* _MATERIAL SUPPLIED_:
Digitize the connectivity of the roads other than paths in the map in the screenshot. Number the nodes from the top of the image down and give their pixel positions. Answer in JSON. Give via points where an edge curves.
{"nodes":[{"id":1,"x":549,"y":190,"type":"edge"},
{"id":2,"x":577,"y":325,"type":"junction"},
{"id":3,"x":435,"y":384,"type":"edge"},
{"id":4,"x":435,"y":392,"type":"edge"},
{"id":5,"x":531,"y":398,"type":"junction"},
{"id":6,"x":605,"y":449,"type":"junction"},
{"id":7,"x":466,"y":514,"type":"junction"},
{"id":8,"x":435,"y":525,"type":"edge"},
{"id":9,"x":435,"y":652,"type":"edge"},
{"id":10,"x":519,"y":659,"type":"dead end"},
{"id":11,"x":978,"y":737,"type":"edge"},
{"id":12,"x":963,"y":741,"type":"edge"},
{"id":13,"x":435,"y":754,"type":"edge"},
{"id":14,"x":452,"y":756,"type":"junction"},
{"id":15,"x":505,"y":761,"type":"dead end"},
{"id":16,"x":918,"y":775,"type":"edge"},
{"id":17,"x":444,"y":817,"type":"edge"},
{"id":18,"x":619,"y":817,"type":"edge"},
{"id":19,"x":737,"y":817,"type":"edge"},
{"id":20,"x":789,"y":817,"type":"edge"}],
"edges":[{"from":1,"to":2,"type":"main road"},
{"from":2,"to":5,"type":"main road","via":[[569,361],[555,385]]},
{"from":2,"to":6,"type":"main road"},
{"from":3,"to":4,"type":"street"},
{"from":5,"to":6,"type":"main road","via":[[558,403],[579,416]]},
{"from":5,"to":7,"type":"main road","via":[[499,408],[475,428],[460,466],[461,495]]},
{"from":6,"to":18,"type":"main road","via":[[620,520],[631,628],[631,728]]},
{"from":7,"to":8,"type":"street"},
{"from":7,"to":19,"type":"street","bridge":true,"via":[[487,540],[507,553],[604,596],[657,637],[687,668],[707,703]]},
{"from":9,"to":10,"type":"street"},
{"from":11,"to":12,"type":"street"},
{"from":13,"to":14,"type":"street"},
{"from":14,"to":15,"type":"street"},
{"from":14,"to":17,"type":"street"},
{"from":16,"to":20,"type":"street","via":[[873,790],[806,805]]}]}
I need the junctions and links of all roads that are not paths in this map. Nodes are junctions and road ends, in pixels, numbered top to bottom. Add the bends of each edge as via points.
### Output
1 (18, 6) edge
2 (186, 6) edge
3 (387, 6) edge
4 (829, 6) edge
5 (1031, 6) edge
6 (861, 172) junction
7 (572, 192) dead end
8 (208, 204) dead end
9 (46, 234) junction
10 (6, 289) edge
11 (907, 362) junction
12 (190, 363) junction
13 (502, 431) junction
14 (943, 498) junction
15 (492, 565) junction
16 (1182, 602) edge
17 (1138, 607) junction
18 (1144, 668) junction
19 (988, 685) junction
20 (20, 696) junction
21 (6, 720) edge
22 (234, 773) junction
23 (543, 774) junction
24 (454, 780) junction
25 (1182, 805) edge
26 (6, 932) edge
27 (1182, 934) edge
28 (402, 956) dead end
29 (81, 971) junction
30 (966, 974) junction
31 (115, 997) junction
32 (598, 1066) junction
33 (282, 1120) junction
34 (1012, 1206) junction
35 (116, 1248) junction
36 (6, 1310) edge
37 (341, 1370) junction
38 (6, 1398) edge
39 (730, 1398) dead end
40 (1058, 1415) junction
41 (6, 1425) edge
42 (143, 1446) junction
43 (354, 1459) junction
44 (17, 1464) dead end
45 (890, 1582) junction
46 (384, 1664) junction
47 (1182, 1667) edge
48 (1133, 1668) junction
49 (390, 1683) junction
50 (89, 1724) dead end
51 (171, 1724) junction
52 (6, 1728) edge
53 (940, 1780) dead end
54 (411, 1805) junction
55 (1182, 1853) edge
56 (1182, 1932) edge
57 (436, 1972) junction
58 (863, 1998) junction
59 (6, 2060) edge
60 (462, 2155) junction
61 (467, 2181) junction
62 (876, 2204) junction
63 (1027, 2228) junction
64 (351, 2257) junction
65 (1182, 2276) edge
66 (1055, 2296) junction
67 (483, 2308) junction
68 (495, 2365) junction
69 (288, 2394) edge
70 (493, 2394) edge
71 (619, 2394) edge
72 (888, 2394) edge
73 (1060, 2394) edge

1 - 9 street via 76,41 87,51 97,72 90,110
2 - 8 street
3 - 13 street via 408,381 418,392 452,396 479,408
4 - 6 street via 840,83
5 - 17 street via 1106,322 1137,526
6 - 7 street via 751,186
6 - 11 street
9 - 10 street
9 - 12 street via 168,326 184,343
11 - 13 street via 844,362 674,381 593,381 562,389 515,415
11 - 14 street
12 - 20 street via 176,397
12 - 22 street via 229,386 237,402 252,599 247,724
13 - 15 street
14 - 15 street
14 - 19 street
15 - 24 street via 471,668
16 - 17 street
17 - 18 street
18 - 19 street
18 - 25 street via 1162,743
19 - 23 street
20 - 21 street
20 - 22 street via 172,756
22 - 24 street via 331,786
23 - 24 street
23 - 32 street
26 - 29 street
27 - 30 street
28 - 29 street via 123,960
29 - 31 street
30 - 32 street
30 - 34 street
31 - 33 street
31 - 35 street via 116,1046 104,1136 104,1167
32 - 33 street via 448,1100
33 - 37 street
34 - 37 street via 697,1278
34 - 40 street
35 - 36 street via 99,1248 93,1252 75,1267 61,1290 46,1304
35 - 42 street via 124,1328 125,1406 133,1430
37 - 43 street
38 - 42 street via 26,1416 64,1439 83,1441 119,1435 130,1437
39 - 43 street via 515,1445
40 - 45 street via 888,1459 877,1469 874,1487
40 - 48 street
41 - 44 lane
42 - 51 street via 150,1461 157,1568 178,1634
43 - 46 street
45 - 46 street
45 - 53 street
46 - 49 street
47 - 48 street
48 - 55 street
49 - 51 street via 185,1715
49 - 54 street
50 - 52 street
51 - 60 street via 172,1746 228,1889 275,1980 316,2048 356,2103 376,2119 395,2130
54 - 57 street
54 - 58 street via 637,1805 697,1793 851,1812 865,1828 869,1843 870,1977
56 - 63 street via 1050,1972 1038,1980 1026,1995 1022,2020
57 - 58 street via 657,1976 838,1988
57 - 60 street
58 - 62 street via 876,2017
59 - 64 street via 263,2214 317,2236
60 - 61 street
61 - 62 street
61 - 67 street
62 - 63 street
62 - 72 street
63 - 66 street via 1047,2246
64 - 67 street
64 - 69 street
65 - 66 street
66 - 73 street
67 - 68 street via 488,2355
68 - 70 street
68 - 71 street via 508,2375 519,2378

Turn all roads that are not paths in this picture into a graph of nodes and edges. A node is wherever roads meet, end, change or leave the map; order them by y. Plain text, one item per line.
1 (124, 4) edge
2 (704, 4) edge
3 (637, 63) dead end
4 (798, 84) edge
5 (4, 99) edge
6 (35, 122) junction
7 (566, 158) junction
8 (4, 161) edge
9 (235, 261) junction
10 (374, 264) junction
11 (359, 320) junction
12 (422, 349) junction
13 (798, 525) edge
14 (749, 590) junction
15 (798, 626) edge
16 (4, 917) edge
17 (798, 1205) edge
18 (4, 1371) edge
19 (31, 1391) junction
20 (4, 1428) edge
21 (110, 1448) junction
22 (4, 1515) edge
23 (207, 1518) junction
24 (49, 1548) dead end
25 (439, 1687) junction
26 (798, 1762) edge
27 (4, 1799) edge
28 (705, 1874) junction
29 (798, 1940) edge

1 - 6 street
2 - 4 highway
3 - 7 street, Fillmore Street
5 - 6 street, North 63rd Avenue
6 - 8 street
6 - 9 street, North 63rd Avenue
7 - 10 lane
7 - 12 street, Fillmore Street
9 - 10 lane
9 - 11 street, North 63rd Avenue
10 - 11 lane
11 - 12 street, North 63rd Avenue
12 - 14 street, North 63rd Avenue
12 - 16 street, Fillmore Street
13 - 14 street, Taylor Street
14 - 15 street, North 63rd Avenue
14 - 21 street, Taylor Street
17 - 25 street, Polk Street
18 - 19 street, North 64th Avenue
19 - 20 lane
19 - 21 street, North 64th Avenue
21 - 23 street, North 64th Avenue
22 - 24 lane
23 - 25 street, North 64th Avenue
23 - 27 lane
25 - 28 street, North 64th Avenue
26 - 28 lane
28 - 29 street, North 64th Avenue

* _WHAT YOU HAVE TO DO_:
The string "North" shows up in some lines of the listing. Copy each such line.

* _YOUR SOLUTION_:
5 - 6 street, North 63rd Avenue
6 - 9 street, North 63rd Avenue
9 - 11 street, North 63rd Avenue
11 - 12 street, North 63rd Avenue
12 - 14 street, North 63rd Avenue
14 - 15 street, North 63rd Avenue
18 - 19 street, North 64th Avenue
19 - 21 street, North 64th Avenue
21 - 23 street, North 64th Avenue
23 - 25 street, North 64th Avenue
25 - 28 street, North 64th Avenue
28 - 29 street, North 64th Avenue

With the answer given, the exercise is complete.